Volvo Group delivered a robust performance in its second quarter, demonstrating profitability growth and margin improvement even as tariff expenses mounted. The Swedish commercial vehicle manufacturer’s VOLVb shares traded near SEK 338.20, declining 0.91% during the session, despite fundamentals pointing to operational strength.
The company’s adjusted operating income registered at SEK 14.78 billion, marking an increase from SEK 13.48 billion recorded during the comparable quarter last year. The adjusted operating margin progressed to 11.7% versus 11%.
Revenue climbed 3% to SEK 126.27 billion, featuring organic expansion of 7%. Vehicle revenue experienced 6% organic growth while service revenue advanced 7%.

Reported operating income climbed to SEK 13.48 billion from SEK 9.96 billion, with the reported margin advancing to 10.7% from 8.1% in the previous year.
Earnings per share stood at SEK 5.10, versus SEK 3.64 in the year-ago period. Operating cash flow from Industrial Operations increased to SEK 5.84 billion compared to SEK 2.95 billion.
Return on capital employed achieved 26.8%, demonstrating robust capital productivity throughout the organization.
Dramatic Acceleration in Truck Demand
The demand environment proved exceptionally favorable for the truck business. Net orders surged 33% to 63,412 units. North American orders more than doubled on a year-over-year basis, while European and South American markets showed steady recovery.
Total truck shipments increased 6%. The Trucks division generated net sales of SEK 86.85 billion, up 6%, while its adjusted operating margin climbed to 11.2% from 10.3%.
CEO Martin Lundstedt noted the margin gains occurred despite challenges from U.S. tariffs and elevated freight and material expenses, which were successfully countered by robust service operations, advantageous brand and regional mix, and reduced research and development spending.
“Profitability reached its highest level in recent quarters,” Lundstedt added.
Tariff Challenges Mitigated — Temporarily
The net impact from U.S. tariffs amounted to a negative SEK 1.2 billion in Q2, with more than half affecting the Construction Equipment division.
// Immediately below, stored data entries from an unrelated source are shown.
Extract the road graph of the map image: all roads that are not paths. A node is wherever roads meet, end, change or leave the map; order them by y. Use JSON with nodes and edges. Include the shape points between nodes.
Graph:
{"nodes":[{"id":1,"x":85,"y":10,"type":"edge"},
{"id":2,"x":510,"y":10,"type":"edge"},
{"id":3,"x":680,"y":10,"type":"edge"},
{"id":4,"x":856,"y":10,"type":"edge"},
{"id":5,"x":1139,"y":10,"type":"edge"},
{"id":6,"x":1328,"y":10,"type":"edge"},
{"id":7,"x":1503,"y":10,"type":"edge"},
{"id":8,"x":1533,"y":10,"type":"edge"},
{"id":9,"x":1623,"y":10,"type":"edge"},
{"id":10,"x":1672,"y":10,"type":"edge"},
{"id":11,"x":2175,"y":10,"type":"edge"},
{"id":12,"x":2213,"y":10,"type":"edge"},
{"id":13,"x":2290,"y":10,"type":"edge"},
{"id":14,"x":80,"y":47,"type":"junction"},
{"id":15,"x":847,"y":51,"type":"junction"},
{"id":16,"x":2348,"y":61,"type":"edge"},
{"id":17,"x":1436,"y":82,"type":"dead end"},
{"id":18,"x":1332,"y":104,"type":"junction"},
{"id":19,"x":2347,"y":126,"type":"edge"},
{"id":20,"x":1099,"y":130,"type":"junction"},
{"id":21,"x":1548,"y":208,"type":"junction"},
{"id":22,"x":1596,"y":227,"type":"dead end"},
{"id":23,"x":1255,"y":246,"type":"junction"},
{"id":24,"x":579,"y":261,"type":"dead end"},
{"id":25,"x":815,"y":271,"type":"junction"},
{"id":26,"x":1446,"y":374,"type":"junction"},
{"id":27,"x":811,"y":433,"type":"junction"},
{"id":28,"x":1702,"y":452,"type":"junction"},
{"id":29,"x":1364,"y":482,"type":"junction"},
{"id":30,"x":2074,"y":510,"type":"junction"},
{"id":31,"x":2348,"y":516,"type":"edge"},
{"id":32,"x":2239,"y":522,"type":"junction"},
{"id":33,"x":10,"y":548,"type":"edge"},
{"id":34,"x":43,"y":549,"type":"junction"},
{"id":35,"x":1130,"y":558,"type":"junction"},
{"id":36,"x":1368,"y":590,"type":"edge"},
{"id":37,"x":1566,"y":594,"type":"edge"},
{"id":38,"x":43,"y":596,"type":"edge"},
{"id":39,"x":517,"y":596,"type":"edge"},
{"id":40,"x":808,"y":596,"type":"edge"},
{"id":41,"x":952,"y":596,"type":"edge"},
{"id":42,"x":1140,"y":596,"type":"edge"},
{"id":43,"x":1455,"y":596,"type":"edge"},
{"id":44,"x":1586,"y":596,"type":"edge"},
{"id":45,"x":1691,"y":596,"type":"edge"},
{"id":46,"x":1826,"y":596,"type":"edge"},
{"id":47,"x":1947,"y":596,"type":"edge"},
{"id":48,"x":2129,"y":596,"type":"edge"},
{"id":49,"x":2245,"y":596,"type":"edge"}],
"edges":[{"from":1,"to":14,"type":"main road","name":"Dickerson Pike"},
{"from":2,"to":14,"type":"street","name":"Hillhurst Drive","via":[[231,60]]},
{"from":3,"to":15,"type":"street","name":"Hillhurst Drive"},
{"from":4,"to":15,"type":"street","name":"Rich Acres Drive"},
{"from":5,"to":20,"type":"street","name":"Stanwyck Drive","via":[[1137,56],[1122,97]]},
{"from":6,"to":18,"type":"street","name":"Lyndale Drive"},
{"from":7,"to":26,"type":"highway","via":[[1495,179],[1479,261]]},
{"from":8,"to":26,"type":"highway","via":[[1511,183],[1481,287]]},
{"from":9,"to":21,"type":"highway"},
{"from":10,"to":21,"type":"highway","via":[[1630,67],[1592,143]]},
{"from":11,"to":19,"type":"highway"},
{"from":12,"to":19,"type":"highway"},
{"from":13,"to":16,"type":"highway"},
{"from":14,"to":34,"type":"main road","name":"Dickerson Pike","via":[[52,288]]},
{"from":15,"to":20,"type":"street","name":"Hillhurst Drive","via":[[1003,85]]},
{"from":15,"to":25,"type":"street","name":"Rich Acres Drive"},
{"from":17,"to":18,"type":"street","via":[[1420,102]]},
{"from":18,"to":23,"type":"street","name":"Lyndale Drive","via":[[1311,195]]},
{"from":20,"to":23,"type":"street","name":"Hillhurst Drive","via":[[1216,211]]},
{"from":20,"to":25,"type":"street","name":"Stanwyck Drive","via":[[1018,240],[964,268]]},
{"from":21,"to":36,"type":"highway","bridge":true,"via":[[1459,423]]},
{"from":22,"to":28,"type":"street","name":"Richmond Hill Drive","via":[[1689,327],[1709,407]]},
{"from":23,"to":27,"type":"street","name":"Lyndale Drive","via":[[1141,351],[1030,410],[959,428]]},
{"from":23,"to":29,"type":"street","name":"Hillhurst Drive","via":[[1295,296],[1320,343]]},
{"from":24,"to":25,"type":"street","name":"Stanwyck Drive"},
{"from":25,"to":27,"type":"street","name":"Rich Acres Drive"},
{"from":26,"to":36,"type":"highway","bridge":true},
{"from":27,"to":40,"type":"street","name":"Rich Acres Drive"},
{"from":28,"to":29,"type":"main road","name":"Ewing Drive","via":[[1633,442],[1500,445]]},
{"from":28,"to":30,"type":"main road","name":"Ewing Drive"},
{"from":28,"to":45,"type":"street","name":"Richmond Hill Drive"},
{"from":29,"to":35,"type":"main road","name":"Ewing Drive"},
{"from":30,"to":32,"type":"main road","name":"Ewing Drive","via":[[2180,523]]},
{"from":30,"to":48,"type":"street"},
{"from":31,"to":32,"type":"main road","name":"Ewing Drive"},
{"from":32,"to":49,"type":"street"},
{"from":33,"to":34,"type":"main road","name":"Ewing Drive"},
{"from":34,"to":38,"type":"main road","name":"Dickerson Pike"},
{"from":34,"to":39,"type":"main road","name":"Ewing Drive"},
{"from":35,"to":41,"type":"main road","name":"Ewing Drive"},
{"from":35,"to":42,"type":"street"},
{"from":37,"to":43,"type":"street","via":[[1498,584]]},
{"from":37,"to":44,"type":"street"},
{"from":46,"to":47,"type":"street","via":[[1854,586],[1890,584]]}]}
This represents a significant increase from the SEK 0.2 billion tariff burden in the prior year.
Construction Equipment revenue decreased 6% to SEK 21.60 billion, partially attributed to the SDLG divestiture, although organic sales expanded 13%. Its adjusted operating margin improved to 14.4% from 13.1%.
Buses revenue remained essentially unchanged at SEK 6.07 billion, with the adjusted margin rising modestly to 8.2% from 7.9%.
Volvo Penta represented the singular weak area. Revenue stayed relatively flat at SEK 5.43 billion, though its adjusted operating margin contracted to 16.7% from 20.7%, reflecting reduced volumes and elevated costs.
Following quarter-end, Volvo Group submitted a tariff refund application under the International Emergency Economic Powers Act. Management indicated it anticipates the refund will be recorded in Q3 2026 and will counterbalance a projected SEK 1.1 billion adverse tariff effect on operating income.